» **WORK INSTRUCTION**:
From the first line to the last, give the material again exactly, without the images.

» **RECORDS FOR THE EXERCISE**:
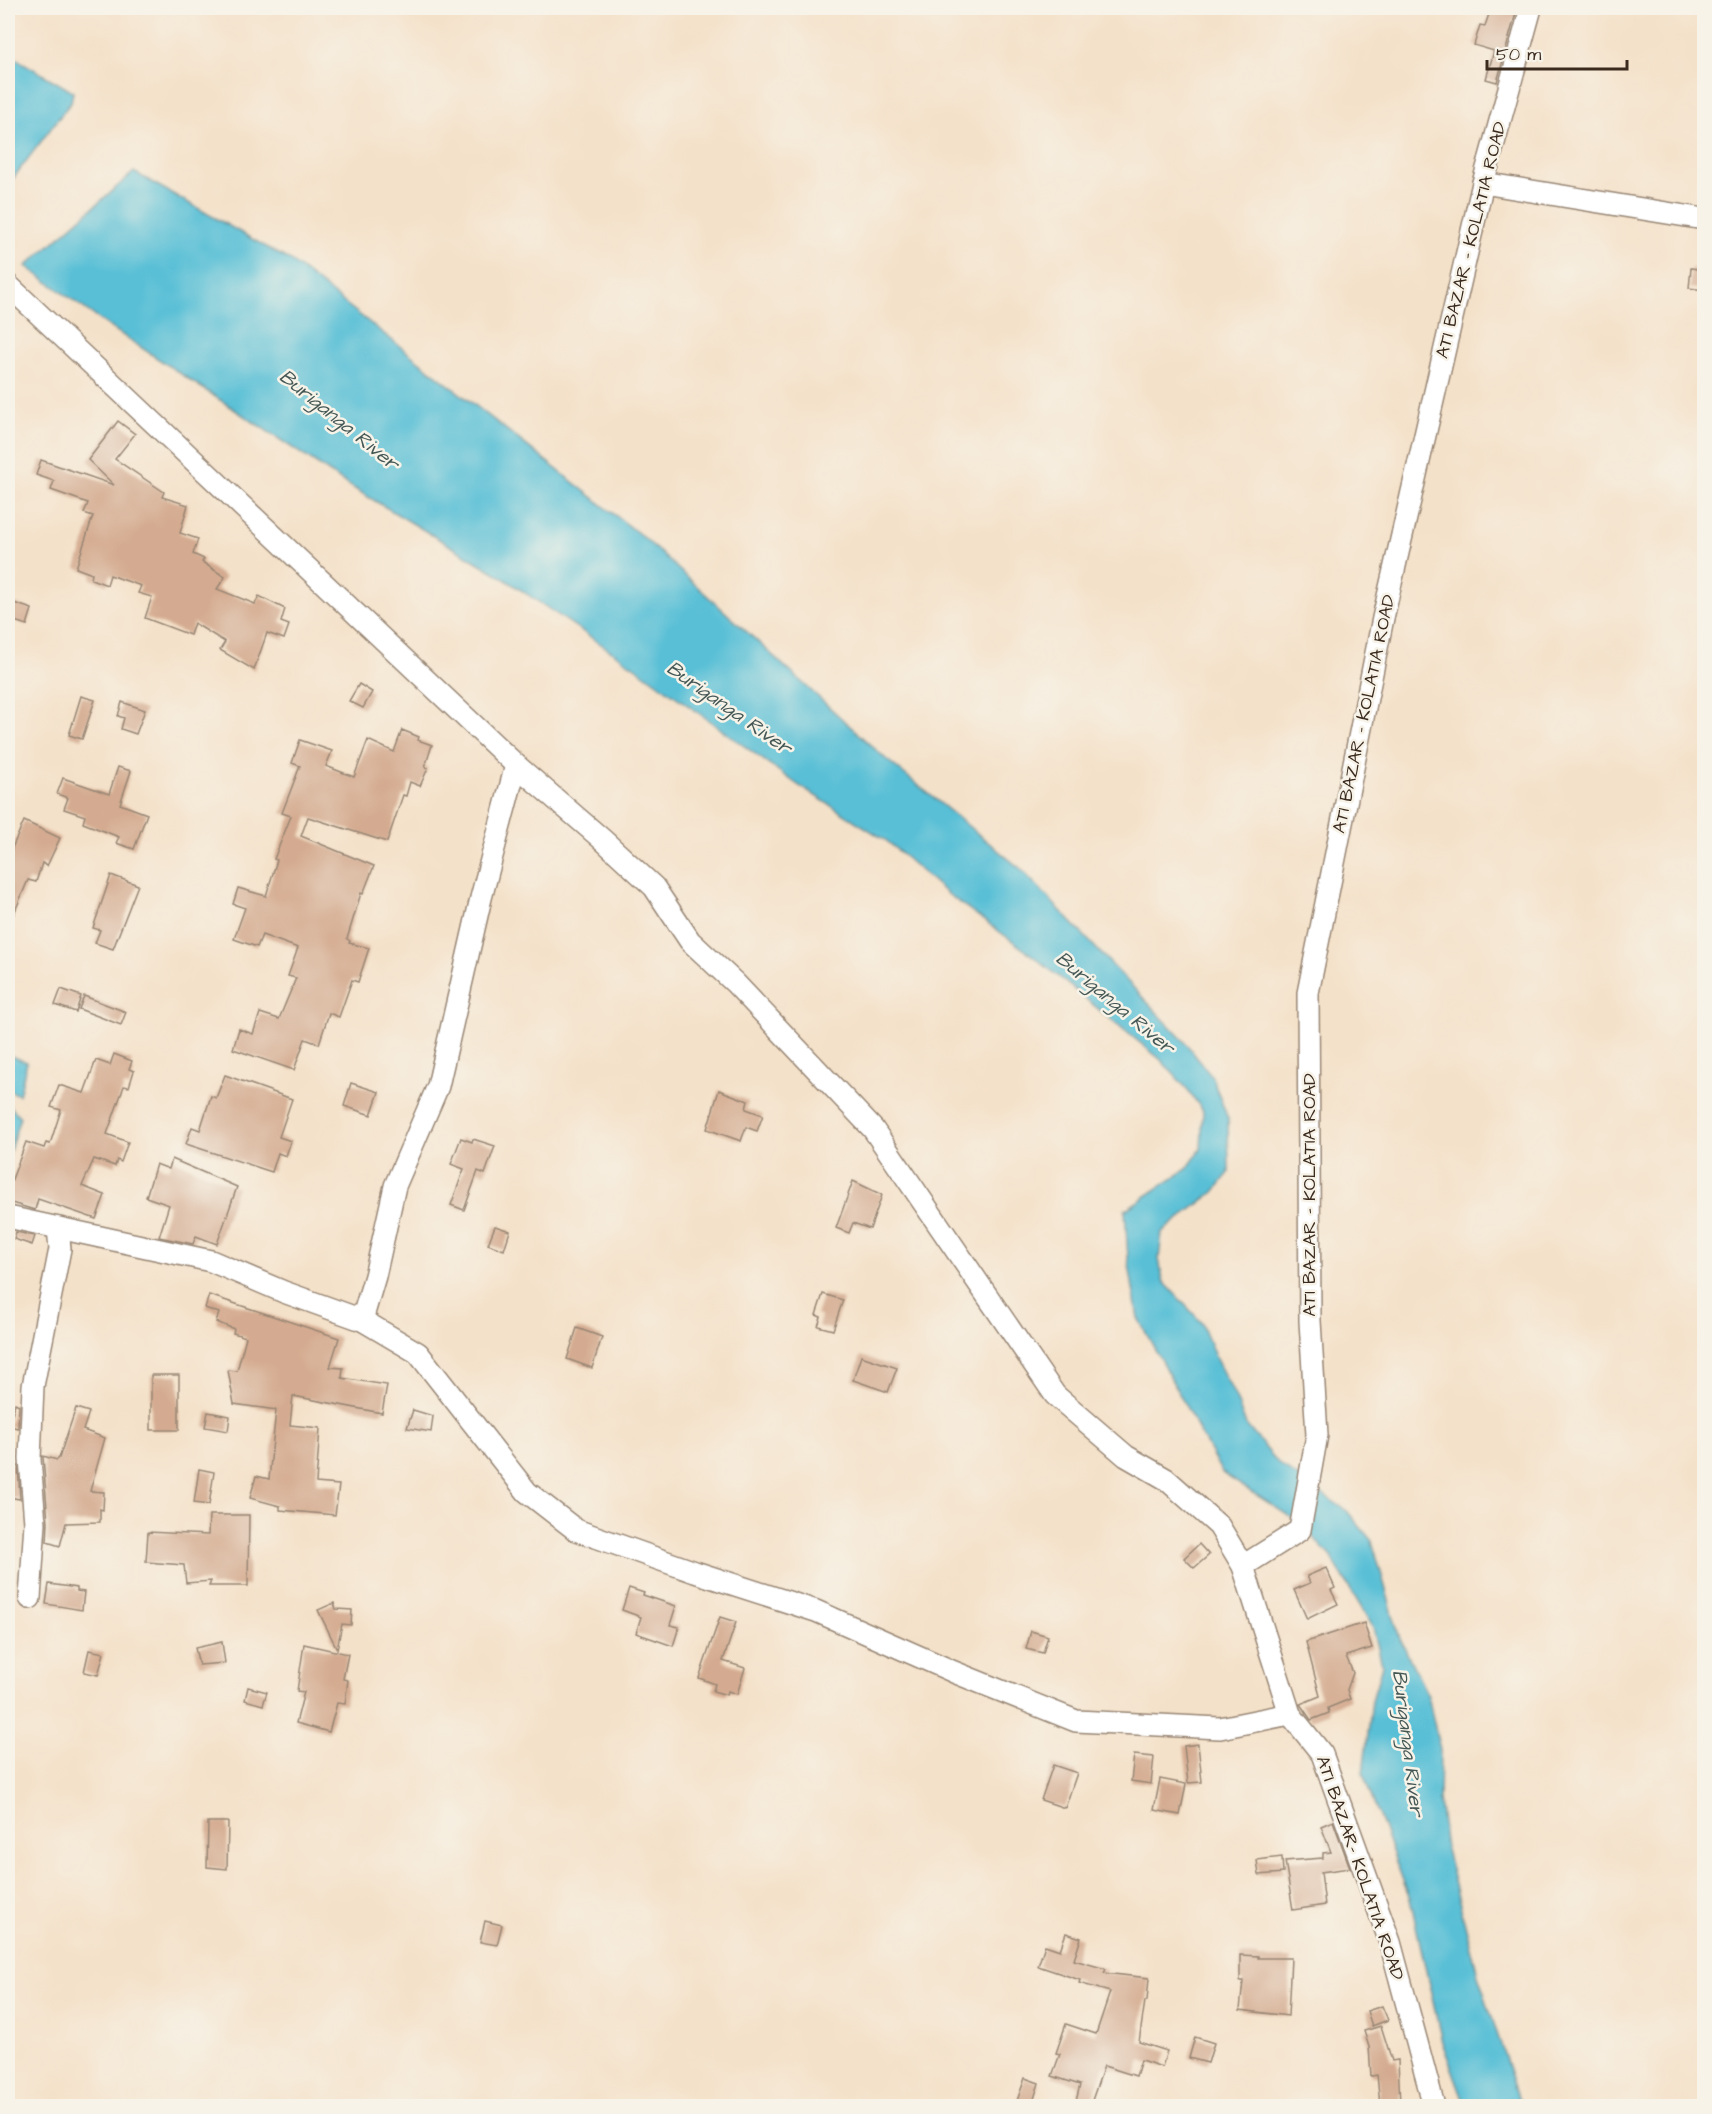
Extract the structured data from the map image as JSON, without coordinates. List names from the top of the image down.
{
  "streets": {
    "street": ["ATI BAZAR - KOLATIA ROAD", "ATI BAZAR- KOLATIA ROAD"]
  },
  "crossings": [
    ["ATI BAZAR - KOLATIA ROAD", "ATI BAZAR- KOLATIA ROAD"]
  ],
  "water": ["Buriganga River"],
  "scale_bar": "50 m"
}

» **RESPONSE TO THIS TASK**:
Extract the structured data from the map image as JSON, without coordinates. List names from the top of the image down.
{
  "streets": {
    "street": ["ATI BAZAR - KOLATIA ROAD", "ATI BAZAR- KOLATIA ROAD"]
  },
  "crossings": [
    ["ATI BAZAR - KOLATIA ROAD", "ATI BAZAR- KOLATIA ROAD"]
  ],
  "water": ["Buriganga River"],
  "scale_bar": "50 m"
}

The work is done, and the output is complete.